㈣、綜上事證明確,被告犯行堪以認定,應予依法論科。
二、論罪:
㈠、核:⑴被告甲○○所為,係犯廢棄物清理法第46條第4款前段之未依廢棄物清理法第41條第1項規定領有廢棄物處理許可文件,從事廢棄物貯存、處理罪。公訴意旨認應論以同條款後段之未依廢棄物清理、處理許可文件內容貯存、清除、處理廢棄物之罪,容有未合,惟「未依第41條第1項規定領有廢棄物清除、處理許可文件,從事廢棄物貯存、清除、處理」、「未依廢棄物清除、處理許可文件內容貯存、清除、處理廢棄物」係明定於同一法條內,尚不生變更起訴法條之問題,併予指明。⑵被告甲○○為元榮公司之負責人,其以元榮公司之名義,在上開時、地非法從事廢棄物之貯存、處理行為,則被告甲○○既係於執行業務時犯廢棄物清理法第46條第4款前段之罪,被告元榮公司即應依同法第47條之規定,科以同法第46條之罰金刑。

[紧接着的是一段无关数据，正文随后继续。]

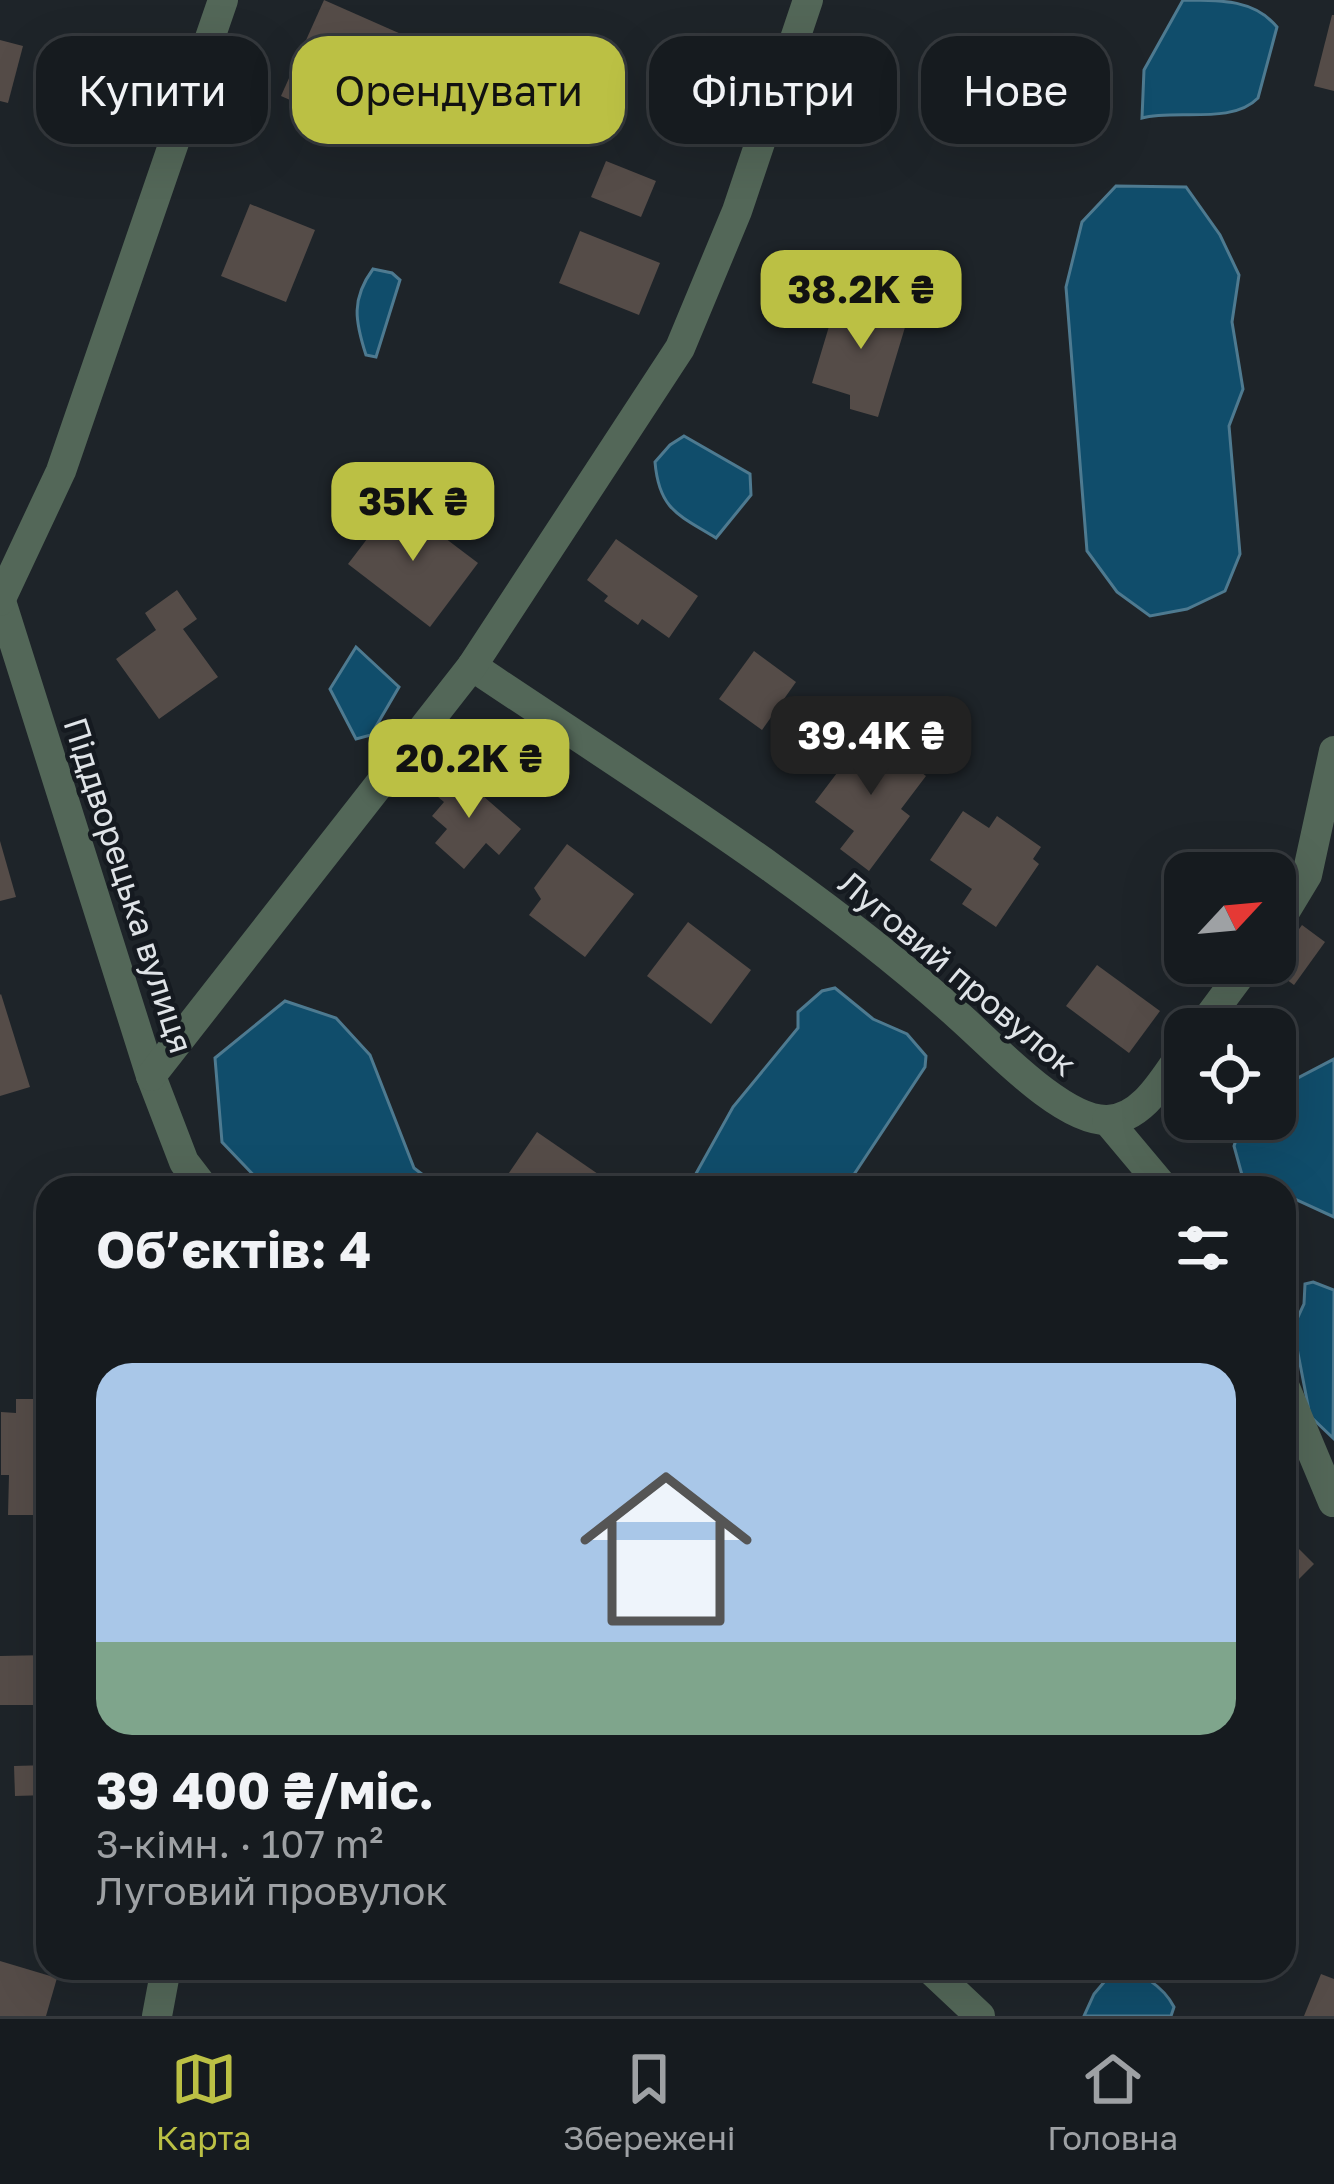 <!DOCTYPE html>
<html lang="uk">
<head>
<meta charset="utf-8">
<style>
	:root { --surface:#161b1f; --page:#23282c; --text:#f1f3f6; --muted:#9ea1a4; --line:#35393d; --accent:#bbc044 }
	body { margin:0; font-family:"Golos Text",sans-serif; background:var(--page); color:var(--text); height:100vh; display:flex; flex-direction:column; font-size:45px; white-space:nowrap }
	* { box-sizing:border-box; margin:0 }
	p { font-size:39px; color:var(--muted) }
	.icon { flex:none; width:66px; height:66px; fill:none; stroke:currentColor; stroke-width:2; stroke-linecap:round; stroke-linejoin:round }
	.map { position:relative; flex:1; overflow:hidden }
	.details { position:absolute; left:36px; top:1176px; width:1260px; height:804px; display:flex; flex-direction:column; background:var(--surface); border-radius:36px; box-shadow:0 12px 48px #0002,0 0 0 3px var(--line) }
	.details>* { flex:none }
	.banner { position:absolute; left:36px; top:36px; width:1263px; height:108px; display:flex; gap:24px }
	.needle { width:78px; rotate:64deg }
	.controls { position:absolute; left:1164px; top:852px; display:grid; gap:24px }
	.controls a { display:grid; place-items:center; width:132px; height:132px; border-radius:24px; background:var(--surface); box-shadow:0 12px 48px #0002,0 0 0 3px var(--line); font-size:60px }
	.price { position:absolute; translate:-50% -102px; padding:0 27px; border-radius:24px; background:var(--accent); color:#111; font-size:39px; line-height:78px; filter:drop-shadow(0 3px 6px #0008) }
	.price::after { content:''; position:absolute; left:50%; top:72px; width:36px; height:27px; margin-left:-18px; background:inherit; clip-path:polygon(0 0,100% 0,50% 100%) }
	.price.current { background:#222; color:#fff }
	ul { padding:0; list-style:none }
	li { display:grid; align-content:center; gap:24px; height:636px; padding:0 60px }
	li span { display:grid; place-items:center; height:372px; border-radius:36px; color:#555 }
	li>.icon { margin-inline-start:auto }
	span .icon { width:216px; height:216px; fill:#fffc; stroke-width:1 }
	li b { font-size:51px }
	h2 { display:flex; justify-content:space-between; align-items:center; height:144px; padding:0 60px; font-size:51px }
	.tag { padding:0 42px; border-radius:36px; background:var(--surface); box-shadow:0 12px 48px #0002,0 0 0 3px var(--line); font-size:42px; line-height:108px }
	.tag.current { background:var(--accent); color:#111 }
	.dock { display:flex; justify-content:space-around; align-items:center; height:168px; border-top:3px solid var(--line); background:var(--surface); font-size:33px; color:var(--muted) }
	.dock a { display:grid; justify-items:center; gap:6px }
	.dock .current { color:var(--accent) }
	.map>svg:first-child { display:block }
</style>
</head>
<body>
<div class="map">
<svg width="1334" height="2016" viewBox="0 0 1334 2016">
	<rect width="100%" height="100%" fill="#1e2429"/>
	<!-- water -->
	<g fill="#104d6b" stroke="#4e7a90" stroke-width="3">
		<path d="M1183 0C1223 0 1255 0 1277 27L1258 98C1232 125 1176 109 1142 118L1144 70Z"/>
		<path d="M1116 186 1186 187 1220 235 1239 275 1232 322 1243 389 1229 426 1240 554 1225 591 1187 609 1150 616 1117 592 1087 551 1066 287 1082 222Z"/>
		<path d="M373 269 392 273 400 280 376 357 366 355C355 321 351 299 373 269Z"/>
		<path d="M684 436 750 474 751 495 716 538C679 515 659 510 655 462L670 445Z"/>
		<path d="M356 647 399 687 371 735 356 739 330 689Z"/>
		<path d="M835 988 873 1019 907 1034 926 1056 925 1067 845 1188H688L733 1107 798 1028V1012L822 991Z"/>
		<path d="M285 1001 336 1018 370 1055 414 1168 440 1188H266L222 1142 215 1058Z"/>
		<path d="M1334 1059V1217L1284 1194V1188H1270L1242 1175 1234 1146 1243 1119H1275V1090Z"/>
		<path d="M1313 1282 1334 1290 1333 1438 1310 1416 1297 1348V1319L1304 1304 1305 1284Z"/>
		<path d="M1116 1968C1138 1969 1164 1987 1174 2007L1171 2016H1084L1094 1994Z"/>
	</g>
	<!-- building -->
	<g fill="#554c48">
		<path d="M324 0 401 34 358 130 281 96Z"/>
		<path d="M1332 15H1334V91L1314 86Z"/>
		<path d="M0 40 23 46 8 103 0 101Z"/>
		<path d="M606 161 656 181 641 217 591 197Z"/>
		<path d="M250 204 315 230 286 302 221 276Z"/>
		<path d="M580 231 660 263 639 315 559 283Z"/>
		<path d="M839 293 909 314 878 417 850 409V395L812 383Z"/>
		<path d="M396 501 478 563 430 627 348 564Z"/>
		<path d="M616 539 698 596 669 638 642 619 638 625 604 601 608 596 587 580Z"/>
		<path d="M177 590 197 619 183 629 218 677 159 719 116 659 156 630 145 613Z"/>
		<path d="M754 651 796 682 762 730 719 699Z"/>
		<path d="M868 732 926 776 901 809 910 816 869 871 840 849 854 831 815 802Z"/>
		<path d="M451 768 521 829 499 855 486 843 464 869 435 843 447 829 432 816 444 802 431 791Z"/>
		<path d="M963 811 989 828 997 816 1041 847 1033 859 1039 864 996 927 962 904 972 889 930 860Z"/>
		<path d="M0 841 16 897 0 901Z"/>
		<path d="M567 844 634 894 585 957 529 915 541 899 534 888Z"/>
		<path d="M688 922 751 970 711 1024 647 976Z"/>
		<path d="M1302 925 1325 942 1294 985 1271 968Z"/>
		<path d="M1097 965 1160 1011 1129 1053 1066 1006Z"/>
		<path d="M1 994 30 1087 0 1096V995Z"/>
		<path d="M537 1132 598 1174 588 1188H509L502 1183Z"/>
		<path d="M16 1399H48V1571H37V1515H8L9 1475H1V1412L16 1413Z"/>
		<path d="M1284 1534 1314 1564 1284 1594Z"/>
		<path d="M48 1655V1705H0V1656Z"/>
		<path d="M48 1765V1795L15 1796 14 1766Z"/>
		<path d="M0 1961 57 1978 46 2016H0Z"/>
		<path d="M1321 1974 1334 1979V2016H1304Z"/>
	</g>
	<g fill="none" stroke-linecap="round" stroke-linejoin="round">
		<!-- minor -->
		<g stroke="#536758" stroke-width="30">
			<path d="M0 598 151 1076 184 1162 204 1188"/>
			<path d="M0 601 61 471 223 0"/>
			<path d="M472 666C638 778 811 883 960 1017 993 1046 1062 1121 1107 1120 1144 1119 1166 1075 1185 1049"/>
			<path d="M1275 928 1307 875 1334 751"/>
			<path d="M1200 1029 1249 963"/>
			<path d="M151 1076 472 666 680 348 737 211 808 0"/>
			<path d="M1107 1120 1164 1188"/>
			<path d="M1284 1385 1333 1502"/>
			<path d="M929 1968 980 2016"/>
			<path d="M157 2016 166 1968"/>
		</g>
	</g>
	<g text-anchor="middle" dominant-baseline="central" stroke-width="9" stroke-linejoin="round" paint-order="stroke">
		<!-- street labels -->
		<g font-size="33" fill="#dfe3e7" stroke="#151a20">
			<text transform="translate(129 885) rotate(72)">Піддворецька вулиця</text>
			<text transform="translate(958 973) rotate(40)">Луговий провулок</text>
		</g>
	</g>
</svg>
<div class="controls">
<a><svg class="needle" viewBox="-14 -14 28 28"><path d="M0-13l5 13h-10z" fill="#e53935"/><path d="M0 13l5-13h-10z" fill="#9ea1a4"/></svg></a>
<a><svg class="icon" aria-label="locate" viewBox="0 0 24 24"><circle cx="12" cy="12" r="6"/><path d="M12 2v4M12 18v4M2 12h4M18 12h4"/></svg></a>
</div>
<b class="price" style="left:861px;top:352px">38.2K ₴</b>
<b class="price" style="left:413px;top:564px">35K ₴</b>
<b class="price current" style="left:871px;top:798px">39.4K ₴</b>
<b class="price" style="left:469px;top:821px">20.2K ₴</b>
<div class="banner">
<a class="tag">Купити</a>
<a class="tag current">Орендувати</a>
<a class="tag">Фільтри</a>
<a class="tag">Нове</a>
</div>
<section class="details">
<h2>Об’єктів: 4<svg class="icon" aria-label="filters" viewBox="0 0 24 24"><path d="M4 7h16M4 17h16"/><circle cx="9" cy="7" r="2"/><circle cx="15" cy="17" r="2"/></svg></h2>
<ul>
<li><span style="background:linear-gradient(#a9c7e8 75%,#7fa58c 0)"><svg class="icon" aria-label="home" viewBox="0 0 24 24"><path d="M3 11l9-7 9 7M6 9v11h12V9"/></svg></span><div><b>39 400 ₴/міс.</b><p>3-кімн. · 107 m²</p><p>Луговий провулок</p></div></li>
</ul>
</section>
</div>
<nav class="dock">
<a class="current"><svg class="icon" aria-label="map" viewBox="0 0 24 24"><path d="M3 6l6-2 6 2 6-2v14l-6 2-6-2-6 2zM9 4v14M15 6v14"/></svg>Карта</a>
<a><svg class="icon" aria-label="saved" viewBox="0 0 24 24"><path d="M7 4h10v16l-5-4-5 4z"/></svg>Збережені</a>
<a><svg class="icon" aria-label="home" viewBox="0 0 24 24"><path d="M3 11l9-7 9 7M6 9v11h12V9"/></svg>Головна</a>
</nav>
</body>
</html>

㈡、又按刑事法若干犯罪行為態樣,本質上原具有反覆、延續實行之特徵,立法時既予特別歸類,定為犯罪構成要件之行為要素,則行為人基於概括之犯意,在密切接近之一定時、地持續實行之複次行為,倘依社會通念,於客觀上認為符合一個反覆、延續性之行為觀念者,於刑法評價上,即應僅成立一罪。學理上所稱「集合犯」之職業性、營業性或收集性等具有重複特質之犯罪均屬之,例如經營、從事業務、收集、販賣、製造、散布等行為概念者是。而廢棄物清理法第46條第1項第4款之犯罪,係以未依同法第41條第1項規定領得廢棄物清除、處理許可文件之人,作為犯罪主體,再依該第41條第1項前段以觀,乃謂從事廢棄物清除、處理業務者,應申請核發許可文件。是本罪之成立,本質上即具有反覆性,倘行為人基於概括之犯意,在密切接近之一定時間及空間內反覆從事廢棄物之清除、處理,無非執行業務所當然,於行為概念上,應認為包括的一罪,無連續犯或併合論罪可言(最高法院95年度台上字第1079號判決意旨參照)。被告甲○○在前述地號土地上,先後多次非法從事廢棄物之貯存、處理業務,所犯基本構成要件相同之罪,且在緊密之時空下所為,顯係基於單一之犯意,反覆為之,而侵害同一法益,應僅成立集合犯之一罪。
三、駁回上訴之理由:
㈠、原審審理結果,認被告罪證明確,適用廢棄物清理法第46條第4款、第47條之規定之規定,審酌被告甲○○前於107年1月間,甫因違反廢棄物清理法案件經桃園市政府環境保護局查獲,有臺灣桃園地方法院108年度訴字第303號判決在卷可佐,竟未能警惕,明知元榮公司經新北市環保局核發之許可證,僅可從事一般廢棄物與一般事業廢棄物之「清除」業務,不得從事廢棄物之「貯存」、「處理」,竟於同年2月間起,陸續承租00、00地號土地、00000地號土地,並以元榮公司之名義收受土木或建築廢棄物混合物,將之堆置在上開土地上,損及政府藉嚴審、控管廢棄物清理業者以維護環境衛生、保障國民健康之行政管理機制,應予非難,惟被告甲○○經新北市環保局查獲後,業將00000地號土地上堆置之廢棄物清理完畢,00、00地號土地則持續清理(現場仍有廢棄物堆置),且其於原審審理中終能坦承犯行,態度尚可。兼衡被告甲○○自陳為大學畢業之智識程度,從事建築業,現因病休養中,須扶養配偶、未成年子女2名、父母之生活狀況等情狀,量處被告甲○○有期徒刑1年2月,被告元榮公司罰金10萬元。復就沒收部分說明:被告甲○○自承以每車次2,500 元之對價,收受不特定清除業者以6.5 噸貨車載運夾雜有廢木材、廢塑膠、廢布及土石砂土等之土木或建築廢棄物混合物,在00、00、00000 地號土地上分別收受堆置約40、100 、40車次之土木或建築廢棄物混合物等語(見偵卷一第19至20頁),依此核算,其本案之犯罪所得為45萬元【計算式:2,500*( 40+100+40 )=450,000】,應予宣告沒收,並於全部或一部不能沒收或不宜執行沒收時,追徵其價額。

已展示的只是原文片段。